(Items listed in a dataset)
+ + + + +
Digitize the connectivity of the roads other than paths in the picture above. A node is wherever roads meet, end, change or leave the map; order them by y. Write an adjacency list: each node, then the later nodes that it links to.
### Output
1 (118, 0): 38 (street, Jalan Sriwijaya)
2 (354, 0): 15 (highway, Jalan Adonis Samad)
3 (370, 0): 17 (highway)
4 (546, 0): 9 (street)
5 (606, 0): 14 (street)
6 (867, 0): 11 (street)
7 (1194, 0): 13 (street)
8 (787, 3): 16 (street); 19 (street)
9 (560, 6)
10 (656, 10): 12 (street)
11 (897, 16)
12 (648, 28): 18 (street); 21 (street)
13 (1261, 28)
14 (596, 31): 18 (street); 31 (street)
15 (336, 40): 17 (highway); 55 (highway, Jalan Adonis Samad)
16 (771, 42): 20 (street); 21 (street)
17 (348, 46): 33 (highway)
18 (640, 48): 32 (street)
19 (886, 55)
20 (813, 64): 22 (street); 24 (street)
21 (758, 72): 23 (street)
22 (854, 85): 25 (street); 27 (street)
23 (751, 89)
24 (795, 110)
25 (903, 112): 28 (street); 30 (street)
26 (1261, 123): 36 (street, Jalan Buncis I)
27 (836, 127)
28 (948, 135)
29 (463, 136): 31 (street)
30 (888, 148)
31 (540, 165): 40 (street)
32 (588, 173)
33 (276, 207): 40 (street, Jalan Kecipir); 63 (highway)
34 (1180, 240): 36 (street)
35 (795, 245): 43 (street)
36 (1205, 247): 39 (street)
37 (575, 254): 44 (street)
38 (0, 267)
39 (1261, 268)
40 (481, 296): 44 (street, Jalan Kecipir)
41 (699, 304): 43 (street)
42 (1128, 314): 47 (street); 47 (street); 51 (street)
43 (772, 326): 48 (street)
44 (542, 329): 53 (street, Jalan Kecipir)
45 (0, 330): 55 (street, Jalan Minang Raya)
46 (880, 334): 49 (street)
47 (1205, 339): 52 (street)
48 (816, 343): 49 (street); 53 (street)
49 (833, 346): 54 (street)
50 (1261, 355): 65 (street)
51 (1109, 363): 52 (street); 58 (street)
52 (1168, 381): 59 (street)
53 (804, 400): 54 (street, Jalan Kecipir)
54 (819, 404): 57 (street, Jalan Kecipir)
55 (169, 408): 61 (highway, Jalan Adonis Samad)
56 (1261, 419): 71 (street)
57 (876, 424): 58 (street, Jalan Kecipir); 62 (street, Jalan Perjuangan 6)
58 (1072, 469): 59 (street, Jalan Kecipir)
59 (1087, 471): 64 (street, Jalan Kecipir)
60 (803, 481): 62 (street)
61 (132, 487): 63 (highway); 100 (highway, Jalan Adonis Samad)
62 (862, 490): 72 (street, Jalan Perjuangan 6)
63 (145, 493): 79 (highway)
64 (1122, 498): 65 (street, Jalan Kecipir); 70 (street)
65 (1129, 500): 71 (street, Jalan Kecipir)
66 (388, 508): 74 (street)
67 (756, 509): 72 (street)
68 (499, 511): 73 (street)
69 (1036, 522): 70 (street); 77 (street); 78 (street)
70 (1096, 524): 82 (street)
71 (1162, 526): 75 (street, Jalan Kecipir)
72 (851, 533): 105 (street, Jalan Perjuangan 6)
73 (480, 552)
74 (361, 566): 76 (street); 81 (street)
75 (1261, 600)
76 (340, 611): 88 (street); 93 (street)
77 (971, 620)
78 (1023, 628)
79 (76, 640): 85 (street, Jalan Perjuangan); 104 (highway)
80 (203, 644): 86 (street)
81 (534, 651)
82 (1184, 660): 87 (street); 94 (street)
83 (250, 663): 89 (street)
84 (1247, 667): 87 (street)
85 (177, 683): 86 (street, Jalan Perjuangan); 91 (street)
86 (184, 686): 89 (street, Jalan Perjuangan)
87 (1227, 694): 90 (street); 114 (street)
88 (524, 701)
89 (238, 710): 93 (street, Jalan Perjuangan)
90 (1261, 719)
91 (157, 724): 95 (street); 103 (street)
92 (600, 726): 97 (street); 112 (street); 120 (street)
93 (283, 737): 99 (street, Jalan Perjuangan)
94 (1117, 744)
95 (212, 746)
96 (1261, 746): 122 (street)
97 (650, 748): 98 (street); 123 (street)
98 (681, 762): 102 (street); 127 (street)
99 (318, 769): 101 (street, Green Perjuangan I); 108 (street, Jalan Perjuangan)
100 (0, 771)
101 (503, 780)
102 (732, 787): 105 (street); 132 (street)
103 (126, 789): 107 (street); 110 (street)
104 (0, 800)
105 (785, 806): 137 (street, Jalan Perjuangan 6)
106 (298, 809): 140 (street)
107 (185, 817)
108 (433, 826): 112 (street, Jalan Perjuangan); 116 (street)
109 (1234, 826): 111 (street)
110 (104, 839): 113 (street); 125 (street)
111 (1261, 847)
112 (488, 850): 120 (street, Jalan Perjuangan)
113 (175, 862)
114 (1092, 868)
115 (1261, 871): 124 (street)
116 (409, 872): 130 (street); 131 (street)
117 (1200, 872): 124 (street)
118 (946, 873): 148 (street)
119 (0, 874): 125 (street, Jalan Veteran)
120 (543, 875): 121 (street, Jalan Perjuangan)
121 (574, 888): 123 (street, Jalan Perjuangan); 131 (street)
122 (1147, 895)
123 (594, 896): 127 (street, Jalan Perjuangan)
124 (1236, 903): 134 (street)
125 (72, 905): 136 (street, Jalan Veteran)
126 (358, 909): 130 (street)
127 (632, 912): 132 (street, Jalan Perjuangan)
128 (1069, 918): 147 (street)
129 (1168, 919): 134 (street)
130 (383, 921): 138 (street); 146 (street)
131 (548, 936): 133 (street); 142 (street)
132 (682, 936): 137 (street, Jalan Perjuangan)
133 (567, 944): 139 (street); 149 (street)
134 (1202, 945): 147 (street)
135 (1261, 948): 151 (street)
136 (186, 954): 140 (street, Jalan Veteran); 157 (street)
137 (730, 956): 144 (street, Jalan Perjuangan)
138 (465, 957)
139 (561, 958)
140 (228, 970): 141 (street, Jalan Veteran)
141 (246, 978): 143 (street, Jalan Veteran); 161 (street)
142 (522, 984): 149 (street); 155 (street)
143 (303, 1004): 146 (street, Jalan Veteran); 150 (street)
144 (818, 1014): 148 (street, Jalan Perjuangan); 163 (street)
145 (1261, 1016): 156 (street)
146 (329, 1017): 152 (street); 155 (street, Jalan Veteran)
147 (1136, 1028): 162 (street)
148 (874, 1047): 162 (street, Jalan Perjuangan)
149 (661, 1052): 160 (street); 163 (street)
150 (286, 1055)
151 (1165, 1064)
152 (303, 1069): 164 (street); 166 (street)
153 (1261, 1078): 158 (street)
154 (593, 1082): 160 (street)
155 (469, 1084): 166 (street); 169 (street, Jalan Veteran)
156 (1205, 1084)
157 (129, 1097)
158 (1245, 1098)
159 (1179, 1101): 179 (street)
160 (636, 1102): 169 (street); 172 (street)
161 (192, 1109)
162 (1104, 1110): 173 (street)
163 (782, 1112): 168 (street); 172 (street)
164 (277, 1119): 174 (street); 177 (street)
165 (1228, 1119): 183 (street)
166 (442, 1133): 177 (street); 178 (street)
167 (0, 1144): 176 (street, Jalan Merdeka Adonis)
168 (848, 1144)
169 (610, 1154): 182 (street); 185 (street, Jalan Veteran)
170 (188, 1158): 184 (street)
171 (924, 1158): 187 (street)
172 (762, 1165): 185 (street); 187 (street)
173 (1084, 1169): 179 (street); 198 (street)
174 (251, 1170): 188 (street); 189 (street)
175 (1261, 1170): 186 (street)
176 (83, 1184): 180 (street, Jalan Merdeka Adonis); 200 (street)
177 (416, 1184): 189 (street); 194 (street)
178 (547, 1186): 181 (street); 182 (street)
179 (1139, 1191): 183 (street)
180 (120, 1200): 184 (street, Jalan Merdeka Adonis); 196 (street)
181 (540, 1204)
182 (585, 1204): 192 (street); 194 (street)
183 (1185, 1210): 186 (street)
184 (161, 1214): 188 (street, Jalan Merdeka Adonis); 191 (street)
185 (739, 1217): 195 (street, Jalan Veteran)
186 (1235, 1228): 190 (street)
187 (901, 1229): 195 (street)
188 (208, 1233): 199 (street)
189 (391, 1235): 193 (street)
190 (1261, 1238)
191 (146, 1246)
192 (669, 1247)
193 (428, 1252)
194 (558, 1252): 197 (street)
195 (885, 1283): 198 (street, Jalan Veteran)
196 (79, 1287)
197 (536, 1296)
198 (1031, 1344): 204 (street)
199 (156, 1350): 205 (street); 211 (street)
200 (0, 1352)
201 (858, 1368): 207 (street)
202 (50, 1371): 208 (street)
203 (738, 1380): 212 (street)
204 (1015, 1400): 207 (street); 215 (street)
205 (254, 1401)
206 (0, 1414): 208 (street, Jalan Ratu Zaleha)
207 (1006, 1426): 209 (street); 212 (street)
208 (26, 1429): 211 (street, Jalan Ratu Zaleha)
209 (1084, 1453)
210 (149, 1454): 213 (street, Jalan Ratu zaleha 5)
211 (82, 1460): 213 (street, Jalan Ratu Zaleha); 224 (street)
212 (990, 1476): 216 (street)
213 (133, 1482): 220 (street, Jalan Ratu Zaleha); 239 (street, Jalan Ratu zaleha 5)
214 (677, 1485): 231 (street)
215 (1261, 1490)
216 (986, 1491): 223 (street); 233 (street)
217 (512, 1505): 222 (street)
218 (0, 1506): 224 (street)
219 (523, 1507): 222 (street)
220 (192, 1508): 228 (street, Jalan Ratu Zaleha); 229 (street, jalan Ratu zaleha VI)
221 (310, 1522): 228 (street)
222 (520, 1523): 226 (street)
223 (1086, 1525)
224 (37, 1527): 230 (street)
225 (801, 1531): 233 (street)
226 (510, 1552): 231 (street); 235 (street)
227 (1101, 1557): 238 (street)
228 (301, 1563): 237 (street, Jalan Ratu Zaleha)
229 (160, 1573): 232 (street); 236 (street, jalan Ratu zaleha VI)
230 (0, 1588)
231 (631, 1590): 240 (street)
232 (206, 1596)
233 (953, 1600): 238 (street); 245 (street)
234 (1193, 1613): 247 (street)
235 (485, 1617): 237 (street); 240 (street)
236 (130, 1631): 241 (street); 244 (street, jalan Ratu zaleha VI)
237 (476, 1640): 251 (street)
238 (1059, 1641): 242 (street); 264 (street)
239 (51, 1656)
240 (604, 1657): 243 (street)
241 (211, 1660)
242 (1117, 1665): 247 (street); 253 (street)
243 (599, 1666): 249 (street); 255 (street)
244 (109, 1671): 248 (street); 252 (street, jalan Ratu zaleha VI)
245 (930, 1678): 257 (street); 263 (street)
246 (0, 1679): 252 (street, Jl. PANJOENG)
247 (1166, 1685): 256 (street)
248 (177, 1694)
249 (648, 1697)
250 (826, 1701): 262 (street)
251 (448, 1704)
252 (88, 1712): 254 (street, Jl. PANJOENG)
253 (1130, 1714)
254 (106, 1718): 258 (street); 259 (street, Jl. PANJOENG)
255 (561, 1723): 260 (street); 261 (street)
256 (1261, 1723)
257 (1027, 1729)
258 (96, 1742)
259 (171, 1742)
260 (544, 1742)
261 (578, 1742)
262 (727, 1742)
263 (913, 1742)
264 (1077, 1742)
+ + + + +
• [WHAT TO WORK ON]
Copy out the lines above with "highway" in them.

• [OUTPUT OF THE EXERCISE]
2 (354, 0): 15 (highway, Jalan Adonis Samad)
3 (370, 0): 17 (highway)
15 (336, 40): 17 (highway); 55 (highway, Jalan Adonis Samad)
17 (348, 46): 33 (highway)
33 (276, 207): 40 (street, Jalan Kecipir); 63 (highway)
55 (169, 408): 61 (highway, Jalan Adonis Samad)
61 (132, 487): 63 (highway); 100 (highway, Jalan Adonis Samad)
63 (145, 493): 79 (highway)
79 (76, 640): 85 (street, Jalan Perjuangan); 104 (highway)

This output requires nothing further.